Principle:Apache Flink Source Checkpoint Recovery
| Knowledge Sources | |
|---|---|
| Domains | Fault_Tolerance, Stream_Processing |
| Last Updated | 2026-02-09 00:00 GMT |
Overview
A checkpoint-based state persistence mechanism that captures the current split assignment and reading progress to enable exactly-once recovery after failures.
Description
Source Checkpoint Recovery ensures that no records are lost or duplicated after a failure by persisting two types of state:
- Enumerator state: Unassigned splits and (in continuous mode) already-discovered paths, captured in PendingSplitsCheckpoint
- Reader state: Per-split reading progress (byte offset, records to skip) captured in FileSourceSplitState
On recovery, the enumerator restores from PendingSplitsCheckpoint, re-creating its split pool without re-enumerating already-processed paths. Readers restore their position within each split using the checkpointed offset, ensuring records are not re-emitted.
Usage
This principle operates transparently when Flink checkpointing is enabled.
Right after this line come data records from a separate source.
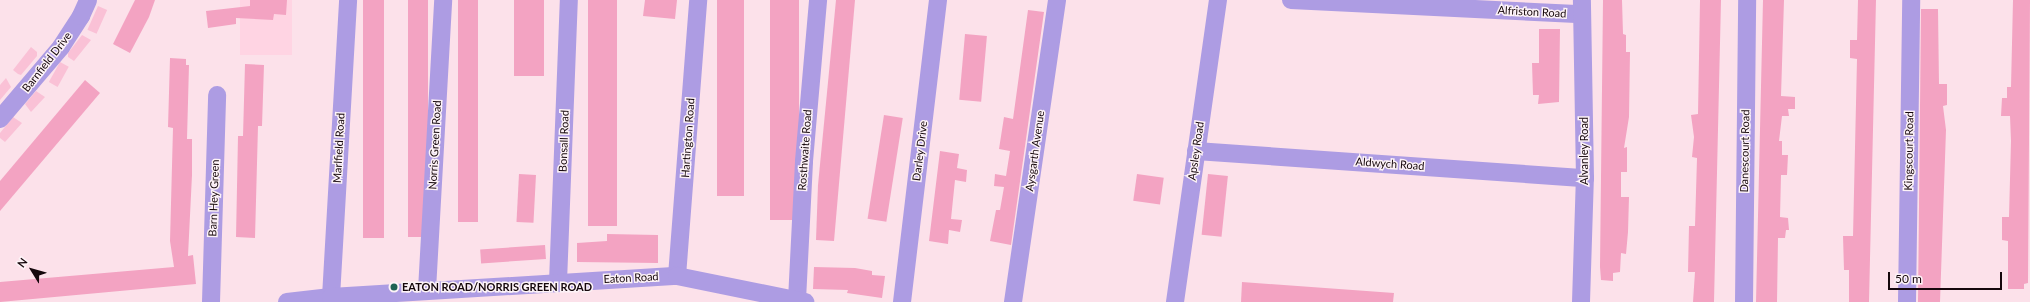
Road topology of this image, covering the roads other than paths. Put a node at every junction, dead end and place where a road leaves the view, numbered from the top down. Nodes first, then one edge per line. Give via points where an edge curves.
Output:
1 (88, 0) edge
2 (348, 0) edge
3 (443, 0) edge
4 (569, 0) edge
5 (698, 0) edge
6 (818, 0) edge
7 (938, 0) edge
8 (1057, 0) edge
9 (1218, 0) edge
10 (1291, 0) edge
11 (1747, 0) edge
12 (1911, 0) edge
13 (1582, 7) edge
14 (217, 94) dead end
15 (0, 119) edge
16 (1196, 151) junction
17 (1585, 178) junction
18 (677, 276) junction
19 (558, 282) junction
20 (427, 290) junction
21 (331, 297) junction
22 (801, 301) edge
23 (211, 302) edge
24 (287, 302) edge
25 (902, 302) edge
26 (1013, 302) edge
27 (1175, 302) edge
28 (1581, 302) edge
29 (1744, 302) edge
30 (1906, 302) edge

1 - 15 street, Barnfield Drive via 61,47
2 - 21 street, Marlfield Road
3 - 20 street, Norris Green Road
4 - 19 street, Bonsall Road
5 - 18 street, Hartington Road
6 - 22 street, Rosthwaite Road via 804,161
7 - 25 street, Darley Drive
8 - 26 street, Aysgarth Avenue
9 - 16 street, Apsley Road
10 - 13 street, Alfriston Road
11 - 29 street, Danescourt Road
12 - 30 street, Kingscourt Road
13 - 17 street, Alvanley Road
14 - 23 street, Barn Hey Green
16 - 17 street, Aldwych Road
16 - 27 street, Apsley Road
17 - 28 street, Alvanley Road
18 - 19 street, Eaton Road
18 - 22 street, Eaton Road
19 - 20 street, Eaton Road
20 - 21 street, Eaton Road
21 - 24 street, Eaton Road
It requires no user configuration but is essential for understanding recovery behavior and at-least-once vs exactly-once semantics.
Theoretical Basis
// Abstract checkpoint/recovery algorithm
function checkpoint():
enumeratorState = PendingSplitsCheckpoint(unassignedSplits, discoveredPaths)
readerState = for each split: (offset, recordsToSkipAfterOffset)
persist(enumeratorState, readerState)
function recover(enumeratorState, readerStates):
enumerator.restore(enumeratorState.splits, enumeratorState.paths)
for each reader:
reader.seekToCheckpointedOffset(readerState.offset)
reader.skipRecords(readerState.recordsToSkip)